Questa mattina, gli studenti dell’Onda alessandrina, hanno occupato simbolicamente il terrazzo del provveditorato agli studi assieme ad alcuni precari della scuola, in solidarietà alle migliaia di precari che in queste settimane hanno invaso tetti di uffici e istituti per difendere il proprio posto di lavoro e reclamare risorse per la scuola pubblica.

Il sistema scolastico si preannuncia  quest’anno fortemente penalizzato dagli effetti  dei tagli della legge 133, dal blocco del turn over e dall’istituzione del maestro unico targato Gelmini. I costi della crisi, come si prevedeva, vengono scaricati su studenti e precari che si trovano a pagare rette sempre più salate e a guardare al proprio futuro come a un miraggio. Gli istituti superiori dovranno invece fronteggiare classi sovraffollate e la vergognosa mancanza di risorse e quindi di personale per la tutela degli alunni disabili.
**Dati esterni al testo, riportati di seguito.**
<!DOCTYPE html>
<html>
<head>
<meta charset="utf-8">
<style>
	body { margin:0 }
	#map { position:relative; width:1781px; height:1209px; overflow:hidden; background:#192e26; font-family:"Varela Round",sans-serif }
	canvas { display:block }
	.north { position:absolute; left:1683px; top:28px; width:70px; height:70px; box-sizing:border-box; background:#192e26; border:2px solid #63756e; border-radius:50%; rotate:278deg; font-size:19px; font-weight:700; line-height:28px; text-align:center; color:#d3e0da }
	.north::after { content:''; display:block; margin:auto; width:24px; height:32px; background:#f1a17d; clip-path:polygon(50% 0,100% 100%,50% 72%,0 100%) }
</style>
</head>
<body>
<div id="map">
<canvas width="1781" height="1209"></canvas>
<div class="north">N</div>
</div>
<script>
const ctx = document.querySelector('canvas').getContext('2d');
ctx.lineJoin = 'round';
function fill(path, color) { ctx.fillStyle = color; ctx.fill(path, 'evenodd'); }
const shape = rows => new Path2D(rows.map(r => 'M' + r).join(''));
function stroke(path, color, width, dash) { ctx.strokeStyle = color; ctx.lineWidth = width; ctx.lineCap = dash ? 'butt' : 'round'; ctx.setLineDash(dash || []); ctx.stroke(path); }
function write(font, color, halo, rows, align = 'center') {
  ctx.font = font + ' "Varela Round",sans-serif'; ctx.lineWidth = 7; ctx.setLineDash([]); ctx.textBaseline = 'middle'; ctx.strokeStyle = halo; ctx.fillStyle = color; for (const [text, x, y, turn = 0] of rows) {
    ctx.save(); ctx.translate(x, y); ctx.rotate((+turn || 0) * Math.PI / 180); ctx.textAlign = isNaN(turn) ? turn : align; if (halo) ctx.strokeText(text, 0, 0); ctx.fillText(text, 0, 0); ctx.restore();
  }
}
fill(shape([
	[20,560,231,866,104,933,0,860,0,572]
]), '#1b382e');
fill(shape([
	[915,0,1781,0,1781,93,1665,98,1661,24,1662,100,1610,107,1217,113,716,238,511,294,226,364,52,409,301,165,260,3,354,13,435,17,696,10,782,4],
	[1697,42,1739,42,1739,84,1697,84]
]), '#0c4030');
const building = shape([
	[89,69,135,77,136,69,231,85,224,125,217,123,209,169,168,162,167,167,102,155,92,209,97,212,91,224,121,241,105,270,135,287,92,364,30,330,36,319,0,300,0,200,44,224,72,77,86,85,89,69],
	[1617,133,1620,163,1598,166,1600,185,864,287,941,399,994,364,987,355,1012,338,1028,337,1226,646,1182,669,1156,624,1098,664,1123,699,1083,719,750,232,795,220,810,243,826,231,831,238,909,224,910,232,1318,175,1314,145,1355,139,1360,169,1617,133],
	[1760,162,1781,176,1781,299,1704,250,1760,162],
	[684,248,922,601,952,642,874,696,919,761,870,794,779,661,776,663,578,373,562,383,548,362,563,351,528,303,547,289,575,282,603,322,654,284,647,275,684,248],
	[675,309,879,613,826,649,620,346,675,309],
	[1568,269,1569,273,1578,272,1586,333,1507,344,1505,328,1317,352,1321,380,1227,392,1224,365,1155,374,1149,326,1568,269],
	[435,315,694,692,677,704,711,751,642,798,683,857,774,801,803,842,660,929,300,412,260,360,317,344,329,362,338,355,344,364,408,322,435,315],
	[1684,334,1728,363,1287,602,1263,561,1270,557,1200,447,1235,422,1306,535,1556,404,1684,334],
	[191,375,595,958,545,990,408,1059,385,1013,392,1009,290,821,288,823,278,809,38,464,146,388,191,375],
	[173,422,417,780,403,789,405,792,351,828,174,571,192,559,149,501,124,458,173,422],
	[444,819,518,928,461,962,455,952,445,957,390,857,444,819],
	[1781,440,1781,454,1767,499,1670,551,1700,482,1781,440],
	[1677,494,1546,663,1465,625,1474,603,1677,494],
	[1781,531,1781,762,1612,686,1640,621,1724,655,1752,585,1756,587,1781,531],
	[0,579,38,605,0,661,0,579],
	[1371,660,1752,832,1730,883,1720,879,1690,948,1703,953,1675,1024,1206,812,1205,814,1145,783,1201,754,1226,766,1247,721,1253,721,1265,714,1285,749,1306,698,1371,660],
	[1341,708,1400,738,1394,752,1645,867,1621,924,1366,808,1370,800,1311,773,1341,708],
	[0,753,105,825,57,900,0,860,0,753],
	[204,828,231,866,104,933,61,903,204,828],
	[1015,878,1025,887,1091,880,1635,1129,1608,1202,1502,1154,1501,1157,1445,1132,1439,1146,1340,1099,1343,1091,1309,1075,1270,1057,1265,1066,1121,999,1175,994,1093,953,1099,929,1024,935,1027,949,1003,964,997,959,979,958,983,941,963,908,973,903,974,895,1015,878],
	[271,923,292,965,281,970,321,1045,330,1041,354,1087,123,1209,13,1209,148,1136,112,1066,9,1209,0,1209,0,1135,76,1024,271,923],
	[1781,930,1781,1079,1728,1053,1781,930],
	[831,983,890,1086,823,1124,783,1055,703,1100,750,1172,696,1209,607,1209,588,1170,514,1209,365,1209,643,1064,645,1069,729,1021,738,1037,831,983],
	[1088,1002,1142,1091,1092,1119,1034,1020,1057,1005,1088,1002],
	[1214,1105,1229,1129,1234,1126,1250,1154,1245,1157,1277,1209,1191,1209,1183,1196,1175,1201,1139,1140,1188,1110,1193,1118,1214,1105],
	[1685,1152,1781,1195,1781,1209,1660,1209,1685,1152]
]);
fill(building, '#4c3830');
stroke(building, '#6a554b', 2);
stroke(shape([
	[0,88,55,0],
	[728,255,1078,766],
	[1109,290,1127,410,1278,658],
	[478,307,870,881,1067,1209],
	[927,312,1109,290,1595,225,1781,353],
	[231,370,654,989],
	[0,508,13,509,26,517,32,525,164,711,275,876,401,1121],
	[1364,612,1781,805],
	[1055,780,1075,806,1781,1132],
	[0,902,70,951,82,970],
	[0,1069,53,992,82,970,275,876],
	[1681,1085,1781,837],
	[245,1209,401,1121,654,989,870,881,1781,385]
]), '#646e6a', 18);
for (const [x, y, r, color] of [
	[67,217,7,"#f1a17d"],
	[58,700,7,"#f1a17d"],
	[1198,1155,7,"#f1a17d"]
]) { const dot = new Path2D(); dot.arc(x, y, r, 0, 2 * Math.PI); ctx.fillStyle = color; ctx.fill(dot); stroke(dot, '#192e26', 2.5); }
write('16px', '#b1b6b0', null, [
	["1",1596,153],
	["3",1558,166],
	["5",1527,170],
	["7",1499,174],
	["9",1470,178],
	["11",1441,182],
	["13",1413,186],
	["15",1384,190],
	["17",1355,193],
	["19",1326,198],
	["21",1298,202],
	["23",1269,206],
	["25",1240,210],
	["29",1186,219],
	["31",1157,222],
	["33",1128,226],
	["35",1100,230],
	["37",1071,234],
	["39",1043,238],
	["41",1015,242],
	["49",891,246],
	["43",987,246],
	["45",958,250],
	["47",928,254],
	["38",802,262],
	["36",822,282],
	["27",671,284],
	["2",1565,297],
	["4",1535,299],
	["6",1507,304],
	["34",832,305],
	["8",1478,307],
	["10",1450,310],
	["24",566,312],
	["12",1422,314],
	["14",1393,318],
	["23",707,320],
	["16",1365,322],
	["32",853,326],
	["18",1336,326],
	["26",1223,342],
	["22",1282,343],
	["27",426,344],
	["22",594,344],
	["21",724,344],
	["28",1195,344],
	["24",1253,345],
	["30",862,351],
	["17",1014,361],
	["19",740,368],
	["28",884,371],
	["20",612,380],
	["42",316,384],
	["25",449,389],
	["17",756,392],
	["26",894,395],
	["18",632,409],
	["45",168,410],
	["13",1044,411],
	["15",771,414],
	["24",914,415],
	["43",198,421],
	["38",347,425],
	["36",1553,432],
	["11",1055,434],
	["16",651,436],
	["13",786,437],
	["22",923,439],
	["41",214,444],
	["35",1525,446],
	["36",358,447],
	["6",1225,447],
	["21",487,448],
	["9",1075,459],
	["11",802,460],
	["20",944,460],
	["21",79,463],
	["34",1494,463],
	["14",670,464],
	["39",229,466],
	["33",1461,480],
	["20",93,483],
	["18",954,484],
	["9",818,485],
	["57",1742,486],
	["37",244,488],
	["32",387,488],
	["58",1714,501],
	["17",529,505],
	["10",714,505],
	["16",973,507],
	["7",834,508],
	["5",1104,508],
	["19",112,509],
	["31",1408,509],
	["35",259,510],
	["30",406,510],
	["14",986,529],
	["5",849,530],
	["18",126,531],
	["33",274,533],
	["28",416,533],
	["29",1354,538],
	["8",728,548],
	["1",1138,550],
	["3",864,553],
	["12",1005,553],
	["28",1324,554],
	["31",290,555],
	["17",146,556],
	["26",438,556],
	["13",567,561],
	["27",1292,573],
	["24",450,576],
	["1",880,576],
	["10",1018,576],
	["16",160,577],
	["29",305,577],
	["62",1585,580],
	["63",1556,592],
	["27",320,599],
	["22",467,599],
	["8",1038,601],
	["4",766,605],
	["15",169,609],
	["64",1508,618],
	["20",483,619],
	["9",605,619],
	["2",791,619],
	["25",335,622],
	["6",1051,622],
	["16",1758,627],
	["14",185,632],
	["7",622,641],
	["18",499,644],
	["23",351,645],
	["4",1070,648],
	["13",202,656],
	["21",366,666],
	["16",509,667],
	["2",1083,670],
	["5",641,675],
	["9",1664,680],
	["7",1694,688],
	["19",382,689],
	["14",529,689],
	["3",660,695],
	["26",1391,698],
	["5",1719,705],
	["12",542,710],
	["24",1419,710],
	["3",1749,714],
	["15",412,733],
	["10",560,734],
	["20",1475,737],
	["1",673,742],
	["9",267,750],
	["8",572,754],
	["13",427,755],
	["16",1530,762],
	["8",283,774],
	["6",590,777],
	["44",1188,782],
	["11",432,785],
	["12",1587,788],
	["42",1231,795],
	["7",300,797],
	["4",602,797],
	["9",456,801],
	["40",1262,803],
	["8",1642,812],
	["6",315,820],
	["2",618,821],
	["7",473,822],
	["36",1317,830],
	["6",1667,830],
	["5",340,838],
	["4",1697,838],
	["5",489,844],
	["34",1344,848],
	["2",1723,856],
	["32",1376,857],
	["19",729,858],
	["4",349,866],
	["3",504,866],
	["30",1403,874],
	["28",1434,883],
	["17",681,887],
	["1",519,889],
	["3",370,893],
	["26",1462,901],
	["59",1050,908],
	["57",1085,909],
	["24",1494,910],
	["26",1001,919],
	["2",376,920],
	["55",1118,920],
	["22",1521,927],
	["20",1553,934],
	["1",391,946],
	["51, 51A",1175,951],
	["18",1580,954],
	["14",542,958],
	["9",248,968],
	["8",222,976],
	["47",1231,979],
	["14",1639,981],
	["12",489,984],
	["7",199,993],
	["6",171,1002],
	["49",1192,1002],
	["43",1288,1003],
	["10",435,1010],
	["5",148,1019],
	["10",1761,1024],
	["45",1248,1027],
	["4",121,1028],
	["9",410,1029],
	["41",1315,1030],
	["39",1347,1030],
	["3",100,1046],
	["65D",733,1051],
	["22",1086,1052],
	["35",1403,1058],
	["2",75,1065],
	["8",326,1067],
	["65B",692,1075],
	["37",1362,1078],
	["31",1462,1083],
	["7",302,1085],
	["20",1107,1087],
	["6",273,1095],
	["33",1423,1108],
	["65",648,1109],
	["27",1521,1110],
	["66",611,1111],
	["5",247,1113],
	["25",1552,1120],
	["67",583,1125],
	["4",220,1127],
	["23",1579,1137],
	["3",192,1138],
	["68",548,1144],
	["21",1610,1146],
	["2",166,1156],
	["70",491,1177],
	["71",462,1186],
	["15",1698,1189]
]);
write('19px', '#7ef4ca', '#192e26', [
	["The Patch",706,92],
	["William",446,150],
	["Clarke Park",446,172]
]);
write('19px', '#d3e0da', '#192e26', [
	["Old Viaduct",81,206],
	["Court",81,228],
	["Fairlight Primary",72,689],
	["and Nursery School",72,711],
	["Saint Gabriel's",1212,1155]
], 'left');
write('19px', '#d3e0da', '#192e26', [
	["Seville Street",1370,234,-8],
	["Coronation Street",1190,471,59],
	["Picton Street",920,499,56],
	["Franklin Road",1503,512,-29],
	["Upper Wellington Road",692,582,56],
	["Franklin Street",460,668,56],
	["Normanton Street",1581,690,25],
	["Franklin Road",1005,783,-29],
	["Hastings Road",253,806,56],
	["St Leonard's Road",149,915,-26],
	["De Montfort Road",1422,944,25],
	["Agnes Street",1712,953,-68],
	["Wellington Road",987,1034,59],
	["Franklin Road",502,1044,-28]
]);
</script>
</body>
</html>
Un’insieme di tagli e brutture che il governo ha cercato di mascherare nell’ estate attraverso la lista delle università “virtuose”, stilata sotto il vessillo della meritocrazia (o in base all’appartenenza all’ AQUIS?), e attraverso la norma “salva precari” che si avvale di risorse già esistenti (come l’ indennità di disoccupazione) e certamente insufficienti di fronte al vero e proprio licenziamento di massa del comparto scuola.

Durante la mattinata studenti e precari hanno calato uno striscione e letto un comunicato stampa che annuncia un nuovo autunno di mobilitazioni generalizzate al fianco di lavoratori, precari, migranti e di tutti quelli che difendono spazi sociali e di autogestione come il centro sociale Crocevia, in questo momento sotto sgombero. L’Onda prepara l’ alta marea ancora prima dell’ inizio dell’anno scolastico e promette di riprendersi tempo e spazi per l’autoformazione, unica risposta possibile allo scempio Gelmini.